INSTRUCTIONS FOR THE TASK:
Pick every line out of the entries below that has the string "Hamlet", and copy it.

RECORDS PROVIDED:
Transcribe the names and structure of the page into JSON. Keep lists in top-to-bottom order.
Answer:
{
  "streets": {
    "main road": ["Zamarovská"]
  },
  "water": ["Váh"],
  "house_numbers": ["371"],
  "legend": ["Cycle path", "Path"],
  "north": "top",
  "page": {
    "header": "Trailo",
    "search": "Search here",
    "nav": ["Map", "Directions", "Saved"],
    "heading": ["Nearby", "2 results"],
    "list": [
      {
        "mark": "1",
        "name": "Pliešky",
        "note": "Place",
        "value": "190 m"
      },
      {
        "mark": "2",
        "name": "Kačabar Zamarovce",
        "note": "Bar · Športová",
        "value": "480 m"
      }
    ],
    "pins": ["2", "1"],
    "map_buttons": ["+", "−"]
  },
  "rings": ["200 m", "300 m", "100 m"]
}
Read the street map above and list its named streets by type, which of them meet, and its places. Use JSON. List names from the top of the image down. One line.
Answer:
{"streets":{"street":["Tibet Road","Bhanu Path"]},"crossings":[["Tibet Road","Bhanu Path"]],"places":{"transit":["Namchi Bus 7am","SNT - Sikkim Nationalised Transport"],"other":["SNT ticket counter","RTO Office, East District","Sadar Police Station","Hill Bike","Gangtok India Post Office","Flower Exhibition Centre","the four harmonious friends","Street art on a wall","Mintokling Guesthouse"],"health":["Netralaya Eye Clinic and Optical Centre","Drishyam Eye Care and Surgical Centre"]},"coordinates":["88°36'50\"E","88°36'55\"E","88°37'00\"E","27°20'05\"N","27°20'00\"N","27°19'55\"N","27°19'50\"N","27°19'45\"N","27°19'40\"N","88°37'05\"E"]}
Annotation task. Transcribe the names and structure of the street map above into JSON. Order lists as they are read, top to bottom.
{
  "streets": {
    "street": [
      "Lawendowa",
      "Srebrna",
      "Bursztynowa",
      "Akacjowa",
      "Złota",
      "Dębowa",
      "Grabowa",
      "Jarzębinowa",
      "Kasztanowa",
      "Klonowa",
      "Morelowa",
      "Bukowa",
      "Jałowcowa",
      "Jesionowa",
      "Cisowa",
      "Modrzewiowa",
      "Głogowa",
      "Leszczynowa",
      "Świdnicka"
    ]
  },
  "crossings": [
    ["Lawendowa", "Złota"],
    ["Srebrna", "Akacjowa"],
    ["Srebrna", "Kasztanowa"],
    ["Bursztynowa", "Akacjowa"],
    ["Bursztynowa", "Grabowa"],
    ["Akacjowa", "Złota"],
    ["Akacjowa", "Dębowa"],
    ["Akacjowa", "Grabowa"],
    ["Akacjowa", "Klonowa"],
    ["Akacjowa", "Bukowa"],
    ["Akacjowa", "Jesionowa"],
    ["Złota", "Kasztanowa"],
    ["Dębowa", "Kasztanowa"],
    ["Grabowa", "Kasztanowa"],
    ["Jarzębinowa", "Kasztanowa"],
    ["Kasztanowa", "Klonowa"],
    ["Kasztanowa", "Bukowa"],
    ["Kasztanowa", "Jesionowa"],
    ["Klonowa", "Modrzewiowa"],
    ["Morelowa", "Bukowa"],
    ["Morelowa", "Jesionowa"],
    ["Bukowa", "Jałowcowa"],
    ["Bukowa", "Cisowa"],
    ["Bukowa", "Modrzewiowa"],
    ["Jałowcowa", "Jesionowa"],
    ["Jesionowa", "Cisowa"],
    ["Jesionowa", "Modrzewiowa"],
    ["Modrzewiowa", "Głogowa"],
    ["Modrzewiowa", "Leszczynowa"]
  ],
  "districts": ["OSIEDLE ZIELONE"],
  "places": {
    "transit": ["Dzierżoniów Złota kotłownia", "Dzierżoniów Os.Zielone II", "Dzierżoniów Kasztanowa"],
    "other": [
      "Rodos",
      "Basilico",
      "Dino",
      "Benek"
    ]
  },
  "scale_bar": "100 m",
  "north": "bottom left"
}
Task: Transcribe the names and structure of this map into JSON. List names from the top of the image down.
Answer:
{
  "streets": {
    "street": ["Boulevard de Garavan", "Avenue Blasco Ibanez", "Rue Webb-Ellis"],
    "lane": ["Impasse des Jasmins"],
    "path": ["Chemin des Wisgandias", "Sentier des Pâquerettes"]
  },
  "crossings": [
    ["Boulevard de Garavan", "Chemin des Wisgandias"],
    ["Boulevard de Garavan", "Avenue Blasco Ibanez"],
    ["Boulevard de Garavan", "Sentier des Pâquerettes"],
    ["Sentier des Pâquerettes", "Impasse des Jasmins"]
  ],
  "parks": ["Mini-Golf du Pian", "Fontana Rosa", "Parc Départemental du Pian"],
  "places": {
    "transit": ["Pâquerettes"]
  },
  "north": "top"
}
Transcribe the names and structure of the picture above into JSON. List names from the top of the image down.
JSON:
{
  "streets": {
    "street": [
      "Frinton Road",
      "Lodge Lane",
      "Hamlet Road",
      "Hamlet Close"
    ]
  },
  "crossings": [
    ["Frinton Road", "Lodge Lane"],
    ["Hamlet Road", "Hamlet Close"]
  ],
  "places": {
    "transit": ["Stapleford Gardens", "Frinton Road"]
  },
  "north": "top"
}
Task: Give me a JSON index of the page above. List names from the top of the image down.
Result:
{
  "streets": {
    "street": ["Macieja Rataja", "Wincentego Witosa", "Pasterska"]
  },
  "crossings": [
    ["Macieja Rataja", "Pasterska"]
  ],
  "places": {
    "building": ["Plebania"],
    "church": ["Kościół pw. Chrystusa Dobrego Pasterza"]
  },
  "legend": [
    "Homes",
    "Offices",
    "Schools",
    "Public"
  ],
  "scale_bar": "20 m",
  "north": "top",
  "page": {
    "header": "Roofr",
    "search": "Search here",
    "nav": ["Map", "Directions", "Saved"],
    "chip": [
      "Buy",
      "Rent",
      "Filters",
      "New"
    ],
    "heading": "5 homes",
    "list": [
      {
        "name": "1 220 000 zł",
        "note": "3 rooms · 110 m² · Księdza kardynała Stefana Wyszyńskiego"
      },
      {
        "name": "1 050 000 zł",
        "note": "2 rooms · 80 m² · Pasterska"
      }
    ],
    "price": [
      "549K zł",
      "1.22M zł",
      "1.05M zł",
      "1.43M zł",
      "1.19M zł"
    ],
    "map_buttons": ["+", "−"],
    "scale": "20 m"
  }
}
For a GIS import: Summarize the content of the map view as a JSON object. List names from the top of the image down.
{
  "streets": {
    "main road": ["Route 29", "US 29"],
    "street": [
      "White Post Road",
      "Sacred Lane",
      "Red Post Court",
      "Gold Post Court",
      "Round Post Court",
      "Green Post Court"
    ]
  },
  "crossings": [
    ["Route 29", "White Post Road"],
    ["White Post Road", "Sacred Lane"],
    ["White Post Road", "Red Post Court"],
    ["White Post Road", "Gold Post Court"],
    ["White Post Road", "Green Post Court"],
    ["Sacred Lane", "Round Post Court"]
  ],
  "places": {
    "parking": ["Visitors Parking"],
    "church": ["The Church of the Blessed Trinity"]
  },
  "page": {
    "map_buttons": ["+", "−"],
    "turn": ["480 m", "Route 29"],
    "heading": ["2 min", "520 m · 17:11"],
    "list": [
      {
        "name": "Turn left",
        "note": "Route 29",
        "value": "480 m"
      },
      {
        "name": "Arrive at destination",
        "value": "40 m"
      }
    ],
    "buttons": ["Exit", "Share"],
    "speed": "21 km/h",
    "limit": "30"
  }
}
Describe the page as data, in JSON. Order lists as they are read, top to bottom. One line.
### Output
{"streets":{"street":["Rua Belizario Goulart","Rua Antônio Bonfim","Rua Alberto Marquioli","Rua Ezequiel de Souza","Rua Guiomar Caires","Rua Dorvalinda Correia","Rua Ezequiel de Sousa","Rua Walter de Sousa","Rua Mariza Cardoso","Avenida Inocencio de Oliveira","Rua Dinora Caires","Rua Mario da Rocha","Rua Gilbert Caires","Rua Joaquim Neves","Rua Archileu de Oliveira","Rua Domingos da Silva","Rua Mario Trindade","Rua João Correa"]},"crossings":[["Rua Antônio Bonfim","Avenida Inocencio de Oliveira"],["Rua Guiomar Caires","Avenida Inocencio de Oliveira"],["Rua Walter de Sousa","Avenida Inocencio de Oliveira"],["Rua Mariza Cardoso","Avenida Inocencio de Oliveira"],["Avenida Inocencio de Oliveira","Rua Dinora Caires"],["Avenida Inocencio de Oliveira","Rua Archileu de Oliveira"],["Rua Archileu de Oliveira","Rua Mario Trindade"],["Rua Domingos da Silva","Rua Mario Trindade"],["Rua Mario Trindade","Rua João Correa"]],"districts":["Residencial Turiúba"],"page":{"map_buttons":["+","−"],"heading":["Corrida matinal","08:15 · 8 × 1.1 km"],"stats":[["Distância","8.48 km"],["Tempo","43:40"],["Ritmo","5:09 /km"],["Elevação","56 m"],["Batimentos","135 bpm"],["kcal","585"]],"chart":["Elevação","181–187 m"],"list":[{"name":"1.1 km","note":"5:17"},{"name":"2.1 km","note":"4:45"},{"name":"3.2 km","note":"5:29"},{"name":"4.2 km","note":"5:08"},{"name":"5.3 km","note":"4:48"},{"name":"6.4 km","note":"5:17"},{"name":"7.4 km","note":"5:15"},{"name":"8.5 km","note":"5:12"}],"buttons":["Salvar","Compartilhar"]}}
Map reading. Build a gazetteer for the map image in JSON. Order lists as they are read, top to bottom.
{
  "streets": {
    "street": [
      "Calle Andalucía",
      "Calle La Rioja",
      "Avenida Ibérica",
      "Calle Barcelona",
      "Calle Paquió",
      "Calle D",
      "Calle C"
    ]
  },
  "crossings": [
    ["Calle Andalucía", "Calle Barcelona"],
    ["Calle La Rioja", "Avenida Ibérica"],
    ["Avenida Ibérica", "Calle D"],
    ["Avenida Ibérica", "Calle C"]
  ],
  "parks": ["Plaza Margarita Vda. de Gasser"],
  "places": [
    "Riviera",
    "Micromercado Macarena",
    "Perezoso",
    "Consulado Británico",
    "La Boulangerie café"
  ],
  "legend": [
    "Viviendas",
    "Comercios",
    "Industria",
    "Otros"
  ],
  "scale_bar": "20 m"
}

EXERCISE SOLUTION:
      "Hamlet Road",
      "Hamlet Close"
    ["Hamlet Road", "Hamlet Close"]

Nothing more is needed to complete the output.